University Honors Program—Capitalize the name of Northeastern’s honors program, but use lowercase for honors student.

use-inspired research—The intent and purpose behind all research at Northeastern. Even when our faculty are seeking to solve a fundamental problem within their discipline—so-called “basic” research—their goal is to yield a discovery that will unlock the solution to a specific societal problem.


web—Use a lowercase w when referring to the World Wide Web.

website—The word website should appear as one word, all lowercase.

-wide—Do not use a hyphen (campuswide, nationwide, statewide, universitywide).

www—Note that not all links work without the “www” prefix. It is important to check all links before you publicize a URL, and to confirm a URL works without the “www.” For ease of readability, use the briefest URL that will work.

Web Style 

email—Spell email without hyphens or initial capital letter.

em dash—Do not use spaces—before or after—the em dash in either online or printed material. Example: Richard’s first boat—a 10-foot sailboat—fueled his lifelong interest in being at sea.

neu—Avoid construction for university URLs. Do not use NEU to refer to Northeastern in any communications.

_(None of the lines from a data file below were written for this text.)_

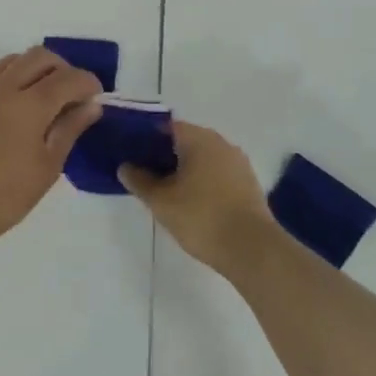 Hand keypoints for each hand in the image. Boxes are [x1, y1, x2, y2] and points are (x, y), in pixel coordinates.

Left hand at [0, 48, 103, 253]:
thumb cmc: (5, 195)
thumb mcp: (48, 166)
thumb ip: (70, 129)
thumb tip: (91, 105)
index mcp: (31, 103)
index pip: (69, 77)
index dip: (88, 83)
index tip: (95, 98)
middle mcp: (4, 86)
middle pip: (40, 57)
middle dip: (62, 69)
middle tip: (70, 95)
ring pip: (11, 60)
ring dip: (33, 69)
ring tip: (40, 97)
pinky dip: (4, 77)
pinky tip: (9, 100)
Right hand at [119, 121, 276, 275]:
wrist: (251, 249)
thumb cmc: (201, 217)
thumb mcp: (160, 200)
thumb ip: (139, 180)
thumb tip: (125, 167)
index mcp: (199, 138)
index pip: (165, 127)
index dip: (145, 139)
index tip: (130, 155)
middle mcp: (221, 143)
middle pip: (185, 141)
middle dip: (164, 155)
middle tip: (143, 174)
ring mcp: (238, 163)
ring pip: (202, 159)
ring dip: (184, 170)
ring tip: (165, 191)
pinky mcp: (248, 184)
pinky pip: (217, 174)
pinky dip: (202, 182)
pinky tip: (190, 202)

phone numbers—Use periods (not hyphens or parentheses). In address constructions, do not include “(phone)” as an identifier. If multiple phone numbers are offered, include identifiers in parentheses only as needed to improve clarity. Include “(fax)” to distinguish from phone number.

617.373.5100 (fax)

URLs—URLs should be broken after the slash or before the period when they don’t fit entirely on one line. Do not use a hyphen to indicate a break in a URL. Lead-in copy before a URL is unnecessary. Do not use constructions such as: For more information, visit

website—This word should appear as one word, all lowercase. When referring to the World Wide Web, use a lowercase w (web).